--- START ---

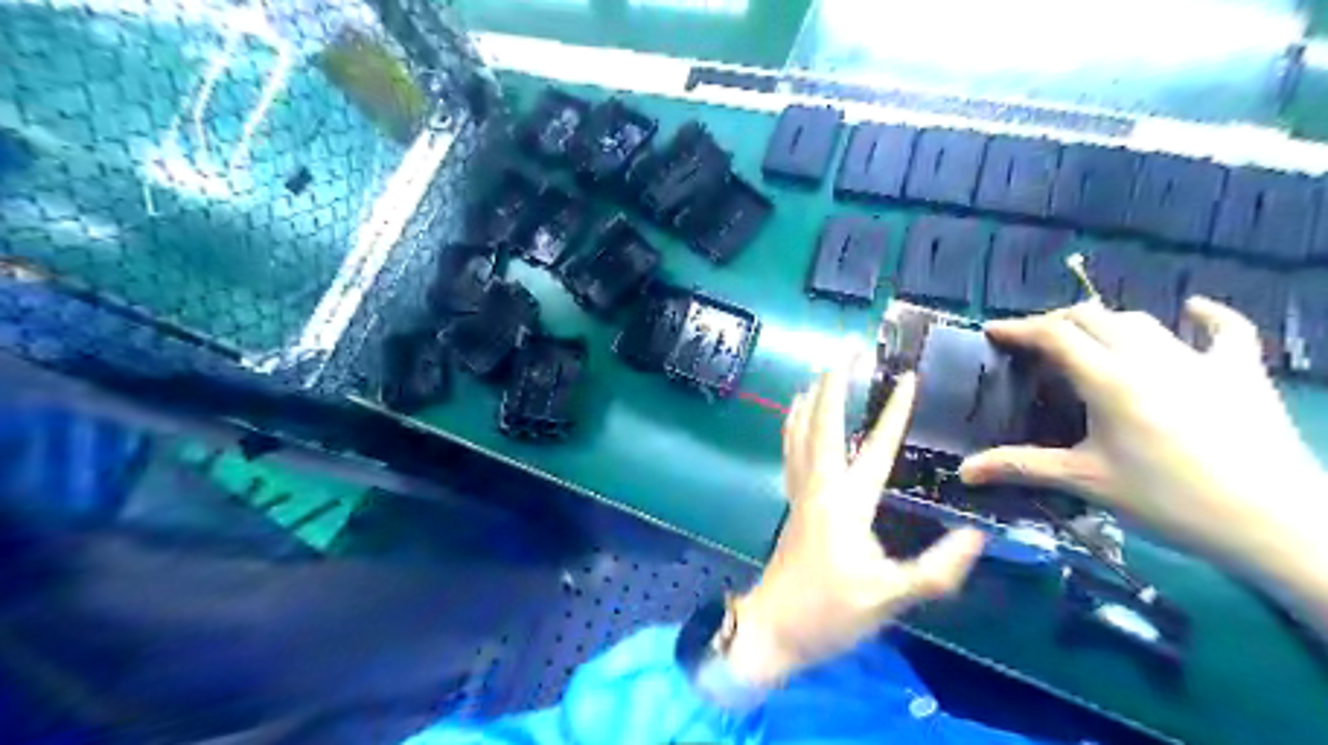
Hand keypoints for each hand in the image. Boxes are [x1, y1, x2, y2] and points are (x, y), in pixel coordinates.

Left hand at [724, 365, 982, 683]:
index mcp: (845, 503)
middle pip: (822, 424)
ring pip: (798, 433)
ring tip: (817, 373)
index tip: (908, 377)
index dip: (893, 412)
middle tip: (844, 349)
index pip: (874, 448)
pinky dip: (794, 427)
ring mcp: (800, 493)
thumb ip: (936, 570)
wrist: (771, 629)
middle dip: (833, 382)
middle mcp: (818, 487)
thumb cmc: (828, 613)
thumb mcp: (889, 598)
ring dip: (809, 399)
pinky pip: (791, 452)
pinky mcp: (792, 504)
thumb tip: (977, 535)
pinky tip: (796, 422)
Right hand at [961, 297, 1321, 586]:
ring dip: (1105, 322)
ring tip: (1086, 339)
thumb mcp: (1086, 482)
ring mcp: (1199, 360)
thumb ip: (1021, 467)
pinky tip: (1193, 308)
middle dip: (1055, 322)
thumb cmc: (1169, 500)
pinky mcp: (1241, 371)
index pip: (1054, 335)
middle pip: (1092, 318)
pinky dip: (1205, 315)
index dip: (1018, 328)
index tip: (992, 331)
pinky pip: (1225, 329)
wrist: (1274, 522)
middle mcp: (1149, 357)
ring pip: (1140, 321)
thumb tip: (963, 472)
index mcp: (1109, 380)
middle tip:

--- END ---

**The problem**
Restate exactly, and only, the line containing "index tip: (908, 377)" together with all lines after it to the end of the material.

**Written solution**
index tip: (908, 377)
index dip: (893, 412)
middle tip: (844, 349)
index pip: (874, 448)
pinky dip: (794, 427)
ring mcp: (800, 493)
thumb ip: (936, 570)
wrist: (771, 629)
middle dip: (833, 382)
middle mcp: (818, 487)
thumb cmc: (828, 613)
thumb mcp: (889, 598)
ring dip: (809, 399)
pinky pip: (791, 452)
pinky mcp: (792, 504)
thumb tip: (977, 535)
pinky tip: (796, 422)
Right hand at [961, 297, 1321, 586]:
ring dip: (1105, 322)
ring tip: (1086, 339)
thumb mcp: (1086, 482)
ring mcp: (1199, 360)
thumb ip: (1021, 467)
pinky tip: (1193, 308)
middle dip: (1055, 322)
thumb cmc: (1169, 500)
pinky mcp: (1241, 371)
index pip: (1054, 335)
middle pip: (1092, 318)
pinky dip: (1205, 315)
index dip: (1018, 328)
index tip: (992, 331)
pinky pip: (1225, 329)
wrist: (1274, 522)
middle mcp: (1149, 357)
ring pip: (1140, 321)
thumb tip: (963, 472)
index mcp: (1109, 380)
middle tip:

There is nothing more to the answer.